Sejak saat itu, karang taruna di Desa Ngelo Wetan yang diberi nama Loka Jaya terus menampakkan eksistensinya. Pemberian nama Loka Jaya bermakna penuh energi. Diharapkan kehadiran dan eksistensi Loka Jaya dapat memberikan energi positif bagi masyarakat.
Salah satunya kegiatan yang dilaksanakan Pida bersama Karang Taruna Loka Jaya adalah membentuk rumah baca bernama Griya Baca. Tempat ini sebagai akses informasi yang mendukung proses belajar mengajar anak-anak.
Bukan hanya untuk meningkatkan literasi tetapi Griya Baca juga sebagai hiburan anak-anak maupun warga desa. Meski dengan fasilitas minim, Pida dan rekan-rekannya tak patah arang. Mereka memanfaatkan serambi masjid sebagai tempat yang nyaman untuk membaca beragam buku.
“Kami sangat berharap, mungkin bisa ada bantuan atau fasilitasi desa maupun pemda untuk pengembangan Griya Baca yang kami kelola. Untuk fasilitas memang masih sangat minim. Tapi kami mencoba meskipun minim tapi bisa membuat perubahan bagi desa ini,” ujar Pida.

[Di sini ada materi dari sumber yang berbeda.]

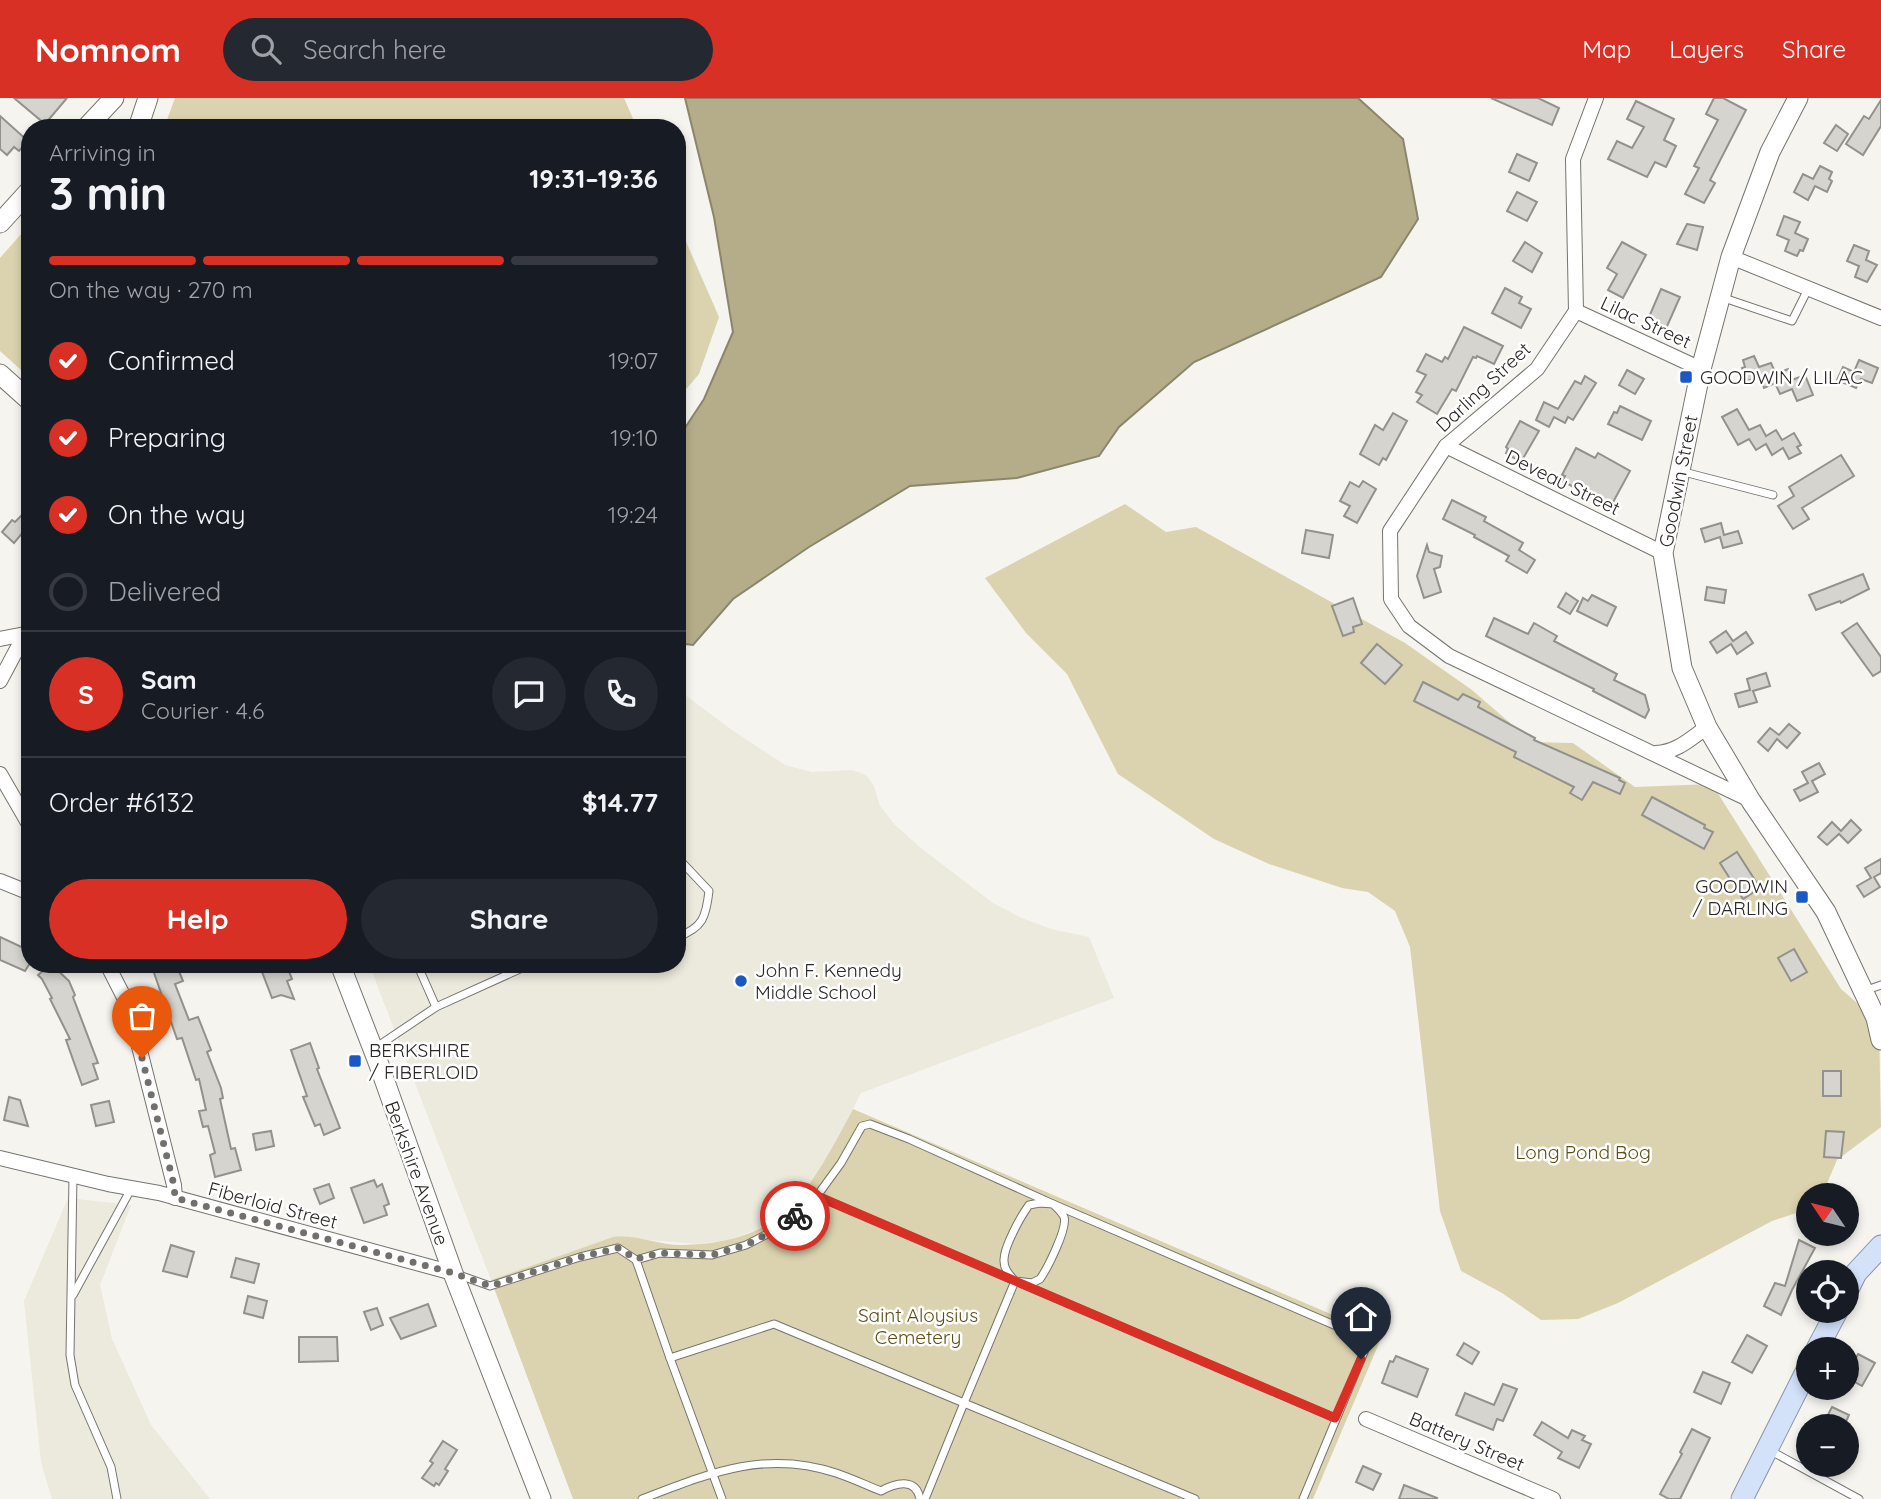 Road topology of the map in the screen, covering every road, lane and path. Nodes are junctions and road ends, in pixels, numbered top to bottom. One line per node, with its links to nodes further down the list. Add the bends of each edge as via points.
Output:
1 (114, 98): 5 (main road)
2 (148, 98): 6 (main road)
3 (1596, 98): 12 (street, via 1573,159)
4 (1798, 98): 9 (main road, Goodwin Street, via 1770,152)
5 (94, 119)
6 (141, 119)
7 (21, 200): 8 (main road)
8 (0, 223)
9 (1731, 257): 10 (street); 11 (main road, Goodwin Street)
10 (1808, 289): 11 (lane, via 1792,321); 13 (street)
11 (1720, 297): 14 (main road, Goodwin Street)
12 (1576, 311): 14 (street, Lilac Street); 17 (street, Darling Street, via 1537,369)
13 (1881, 318)
14 (1701, 369): 18 (main road, Goodwin Street)
15 (0, 374): 16 (main road)
16 (21, 393)
17 (1446, 446): 20 (street, Deveau Street); 26 (street, Darling Street, via 1390,531 1391,599 1409,626 1449,656)
18 (1680, 471): 19 (lane); 20 (main road, Goodwin Street)
19 (1773, 495)
20 (1663, 553): 25 (main road, Goodwin Street, via 1682,668)
21 (21, 634): 22 (street)
22 (0, 639)
23 (21, 644): 24 (street)
24 (0, 681)
25 (1707, 727): 26 (street, via 1680,748); 28 (main road, Goodwin Street)
26 (1656, 753): 28 (street, Darling Street)
27 (0, 774): 29 (street)
28 (1751, 801): 38 (main road, Goodwin Street)
29 (21, 810)
30 (686, 867): 33 (lane, via 709,891 707,913 694,931)
31 (0, 881): 32 (street)
32 (21, 889)
33 (686, 934)
34 (111, 973): 47 (street, via 128,1007)
35 (343, 973): 42 (main road, Berkshire Avenue)
36 (421, 973): 39 (lane)
37 (511, 973): 39 (lane)
38 (1872, 988): 40 (main road, Goodwin Street)
39 (436, 1007): 42 (lane)
40 (1878, 1018): 41 (main road, Goodwin Street)
41 (1881, 1040)
42 (373, 1050): 52 (main road, Berkshire Avenue)
43 (0, 1158): 44 (street, Fiberloid Street)
44 (72, 1176): 45 (street, Fiberloid Street); 54 (lane)
45 (131, 1189): 47 (street, Fiberloid Street); 54 (lane)
46 (817, 1196): 48 (lane, via 862,1126 870,1124); 50 (lane, via 785,1225 746,1245 712,1255 660,1253); 53 (lane)
47 (175, 1198): 52 (street, Fiberloid Street)
48 (1053, 1204): 53 (lane, via 1029,1205 1024,1213 1004,1261); 53 (lane, via 1065,1220 1045,1272 1032,1283); 58 (lane, via 1369,1340)
49 (1881, 1246): 51 (main road)
50 (636, 1259): 52 (lane, via 618,1248 490,1286); 55 (lane)
51 (1859, 1270)
52 (453, 1273): 64 (main road, Berkshire Avenue)
53 (1015, 1281): 57 (lane); 58 (lane)
54 (73, 1295): 63 (lane, via 70,1355 75,1385 111,1467)
55 (670, 1359): 57 (lane, via 774,1324); 61 (lane)
56 (1796, 1392): 60 (main road)
57 (964, 1403): 67 (lane); 68 (lane)
58 (1335, 1418): 69 (lane)
59 (1366, 1419): 70 (street, Battery Street)
60 (1767, 1449): 71 (main road); 72 (lane)
61 (711, 1472): 62 (lane, via 764,1463 798,1465 834,1472); 65 (lane); 66 (lane)
62 (882, 1495): 67 (lane, via 894,1483 904,1483 915,1488)
63 (117, 1499)
64 (541, 1499)
65 (642, 1499)
66 (722, 1499)
67 (922, 1499)
68 (1195, 1499)
69 (1303, 1499)
70 (1553, 1499)
71 (1742, 1499)
72 (1859, 1499)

Mendongeng menjadi bagian yang paling ditunggu anak-anak ketika di Griya Baca. Apalagi ketika Pida sudah memegang alat peraga boneka Si Loka. Mendongeng dinilai efektif untuk menyampaikan informasi sekaligus menstimulasi kemampuan berbahasa anak.
Putri kedua pasangan Mulyono dan Marfutikah ini juga menginisiasi pengolahan bawang merah yang diproduksi menjadi bawang goreng. Pengolahan bawang merah cukup beralasan, mengingat di Desa Ngelo Wetan banyak warga yang menanam bawang merah.
Melimpahnya produksi bawang merah tak sebanding dengan jerih payah petani. Harga jualnya rendah sehingga tak dapat menutup biaya-biaya selama masa tanam. Pida berpikir mencari solusi agar nilai ekonomis bawang merah tinggi, dan masa simpannya lebih tahan lama.
“Akhirnya terbesit ide untuk mengolah menjadi bawang merah goreng. Dengan penjelasan yang detail dan argumen yang cukup kuat, ide ini diterima teman-teman,” kata gadis yang kesehariannya membuka bimbingan belajar ini.
Dengan modal uang kas, Pida dan teman-temannya mulai melakukan pengolahan bawang merah menjadi bawang goreng. Pemasaran sementara ini masih di sekitar desa dengan mengandalkan anggota karang taruna.
Kegiatan sosial lainnya yang digagas alumnus PGRI Semarang ini adalah membantu warga yang menggelar hajatan atau sering disebut laden. Pida menggerakkan pemuda karang taruna untuk turut membantu menyiapkan perlengkapan, menjadi penerima tamu, serta mengkoordinasikan ke beberapa pihak untuk pemenuhan kebutuhan, seperti peralatan memasak untuk warga yang punya hajatan.
“Inginnya menjadi manusia yang tak hanya memikirkan diri sendiri, tetapi juga harus bisa memberikan manfaat bagi orang lain. Karena kebahagiaan hakiki adalah ketika manusia mampu memberikan kebahagian bagi sesama,” ucapnya.